Plan top-down from a large aggregate and hand out non-overlapping blocks with deliberate slack — reserve more than you need per region and per environment so expansion is carving from reserved space, not squeezing between live ranges. The cost of an over-sized private block is zero; the cost of an under-sized one is a renumbering project. A worked allocation, sized for growth from the start:
# one /16 per region, subnetted with room to grow — not packed tight 10.0.0.0/16 # region us-east (65,534 hosts of headroom) 10.0.0.0/20 # prod (4,094 hosts) — room for autoscale + sidecars 10.0.16.0/20 # staging (4,094 hosts) 10.0.32.0/20 # reserved — future tier, do not allocate yet 10.1.0.0/16 # region eu-west — separate aggregate, no overlap
State-Table Capacity
Connection scale is capped by state tables you rarely think about until they fill. A stateful firewall or NAT tracks every flow in a conntrack table, and when it hits nf_conntrack_max it drops new connections silently — no application error, just intermittent failures under load (conntrack saturation, Topic 49). The default is often a few hundred thousand entries, which a busy proxy or a SYN flood can exhaust in seconds.
Two related limits sit beside it. Ephemeral ports — the source-port pool a host or NAT draws from for outbound connections — number roughly 28,000 by default per destination tuple, so a NAT fronting many clients to one backend can run out and refuse new flows (NAT mappings, Topic 15). And a load balancer has its own per-instance connection ceiling. Size all three for peak concurrent connections with headroom, and graph utilization so you see the curve before it hits the ceiling.
# headroom check — count vs max should leave generous slack at peak sysctl net.netfilter.nf_conntrack_max # e.g. 262144 — the ceiling cat /proc/sys/net/netfilter/nf_conntrack_count # current in-use entries # widen the ephemeral pool if a busy NAT/proxy nears exhaustion sysctl -w net.ipv4.ip_local_port_range="10000 65535"
Bandwidth and Headroom
Provision links to a utilization target, not to capacity. A link planned to run at 90% average has no room for the microbursts that a one-second or one-minute average hides — traffic that is 40% saturated over a minute can be 100% saturated for the 50-millisecond burst that actually queues and drops packets. Target 50–70% average on critical links so bursts have somewhere to go, and measure at sub-second granularity if you want to see them at all.

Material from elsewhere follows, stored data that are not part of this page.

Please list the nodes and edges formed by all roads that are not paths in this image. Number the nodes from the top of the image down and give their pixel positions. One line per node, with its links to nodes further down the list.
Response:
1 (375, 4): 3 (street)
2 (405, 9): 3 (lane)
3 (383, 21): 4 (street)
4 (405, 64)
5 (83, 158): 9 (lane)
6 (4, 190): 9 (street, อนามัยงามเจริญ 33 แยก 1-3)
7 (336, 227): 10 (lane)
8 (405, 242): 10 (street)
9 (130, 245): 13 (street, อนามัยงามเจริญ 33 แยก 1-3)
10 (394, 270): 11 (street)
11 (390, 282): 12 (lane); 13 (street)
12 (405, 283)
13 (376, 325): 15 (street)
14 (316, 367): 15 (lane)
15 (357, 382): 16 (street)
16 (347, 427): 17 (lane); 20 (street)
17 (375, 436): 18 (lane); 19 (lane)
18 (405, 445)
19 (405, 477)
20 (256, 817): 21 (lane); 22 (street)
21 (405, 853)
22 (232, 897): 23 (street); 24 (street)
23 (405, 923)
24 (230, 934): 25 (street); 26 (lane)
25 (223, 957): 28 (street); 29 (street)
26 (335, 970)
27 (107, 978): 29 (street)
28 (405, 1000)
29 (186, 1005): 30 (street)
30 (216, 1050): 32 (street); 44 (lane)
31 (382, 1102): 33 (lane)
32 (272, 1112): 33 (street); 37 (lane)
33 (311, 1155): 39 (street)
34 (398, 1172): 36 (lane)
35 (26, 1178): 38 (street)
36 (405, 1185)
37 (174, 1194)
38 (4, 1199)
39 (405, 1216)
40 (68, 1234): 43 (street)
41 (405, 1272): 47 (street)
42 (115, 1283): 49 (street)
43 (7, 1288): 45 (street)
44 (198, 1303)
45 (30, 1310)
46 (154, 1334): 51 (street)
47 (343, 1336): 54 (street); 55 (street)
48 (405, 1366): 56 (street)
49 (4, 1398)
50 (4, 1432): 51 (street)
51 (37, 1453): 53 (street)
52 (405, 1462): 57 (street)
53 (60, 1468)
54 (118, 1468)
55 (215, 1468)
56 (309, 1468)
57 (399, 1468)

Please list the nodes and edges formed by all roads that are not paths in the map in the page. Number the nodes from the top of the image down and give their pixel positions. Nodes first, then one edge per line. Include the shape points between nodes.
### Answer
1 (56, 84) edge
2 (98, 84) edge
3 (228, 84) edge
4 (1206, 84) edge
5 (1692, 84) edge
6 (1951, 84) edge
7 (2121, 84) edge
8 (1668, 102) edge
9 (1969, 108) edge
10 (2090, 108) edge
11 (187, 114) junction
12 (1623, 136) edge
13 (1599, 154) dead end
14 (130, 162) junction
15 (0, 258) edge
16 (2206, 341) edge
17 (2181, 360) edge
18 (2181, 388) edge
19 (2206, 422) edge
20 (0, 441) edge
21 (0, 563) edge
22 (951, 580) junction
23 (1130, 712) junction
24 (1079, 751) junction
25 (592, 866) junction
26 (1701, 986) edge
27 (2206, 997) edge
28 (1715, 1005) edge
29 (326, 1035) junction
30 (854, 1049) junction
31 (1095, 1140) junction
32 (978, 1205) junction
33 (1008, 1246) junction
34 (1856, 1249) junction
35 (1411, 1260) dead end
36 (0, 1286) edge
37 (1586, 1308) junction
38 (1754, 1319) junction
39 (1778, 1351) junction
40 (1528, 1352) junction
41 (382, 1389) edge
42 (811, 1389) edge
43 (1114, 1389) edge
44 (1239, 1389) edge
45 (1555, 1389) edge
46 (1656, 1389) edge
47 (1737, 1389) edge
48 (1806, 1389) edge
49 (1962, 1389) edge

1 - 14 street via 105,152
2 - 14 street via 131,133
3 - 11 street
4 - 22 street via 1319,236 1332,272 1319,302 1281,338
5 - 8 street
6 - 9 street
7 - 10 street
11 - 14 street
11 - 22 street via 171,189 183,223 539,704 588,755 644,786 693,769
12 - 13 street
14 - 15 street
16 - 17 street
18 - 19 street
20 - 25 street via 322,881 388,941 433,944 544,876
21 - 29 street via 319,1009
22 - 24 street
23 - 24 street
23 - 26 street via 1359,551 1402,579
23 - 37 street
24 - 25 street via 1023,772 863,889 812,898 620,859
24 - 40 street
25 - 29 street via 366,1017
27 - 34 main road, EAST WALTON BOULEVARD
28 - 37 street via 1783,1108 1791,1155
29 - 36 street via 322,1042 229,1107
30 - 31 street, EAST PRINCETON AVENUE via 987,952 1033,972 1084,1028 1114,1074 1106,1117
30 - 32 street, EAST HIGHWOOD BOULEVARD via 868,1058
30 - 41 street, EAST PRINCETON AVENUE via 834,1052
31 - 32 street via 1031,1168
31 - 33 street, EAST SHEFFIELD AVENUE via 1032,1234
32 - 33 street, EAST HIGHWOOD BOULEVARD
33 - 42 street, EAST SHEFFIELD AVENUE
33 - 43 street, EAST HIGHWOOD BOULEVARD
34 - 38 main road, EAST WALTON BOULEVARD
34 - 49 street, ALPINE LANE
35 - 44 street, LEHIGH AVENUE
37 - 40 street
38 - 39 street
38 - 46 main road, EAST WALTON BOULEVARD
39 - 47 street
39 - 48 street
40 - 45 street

Headroom is also a function of the growth curve. Linear growth gives you time to react; exponential growth eats a comfortable margin between two capacity reviews. Track the trend, not just the current number, and order the next increment of capacity when the curve — not the present utilization — says you will hit the target. Planning for the average while microbursts saturate the link is the classic version of this mistake.
Scaling Patterns
When a single box or link reaches its ceiling, you either scale up or scale out. Networking favors scaling out: a tier of load balancers fronting horizontally-scaled backends, ECMP spreading flows across parallel paths, and anycast (Topic 23) distributing one address across many sites all add capacity by adding parallel units rather than buying a bigger one. Horizontal tiers also remove the single big box as a failure domain.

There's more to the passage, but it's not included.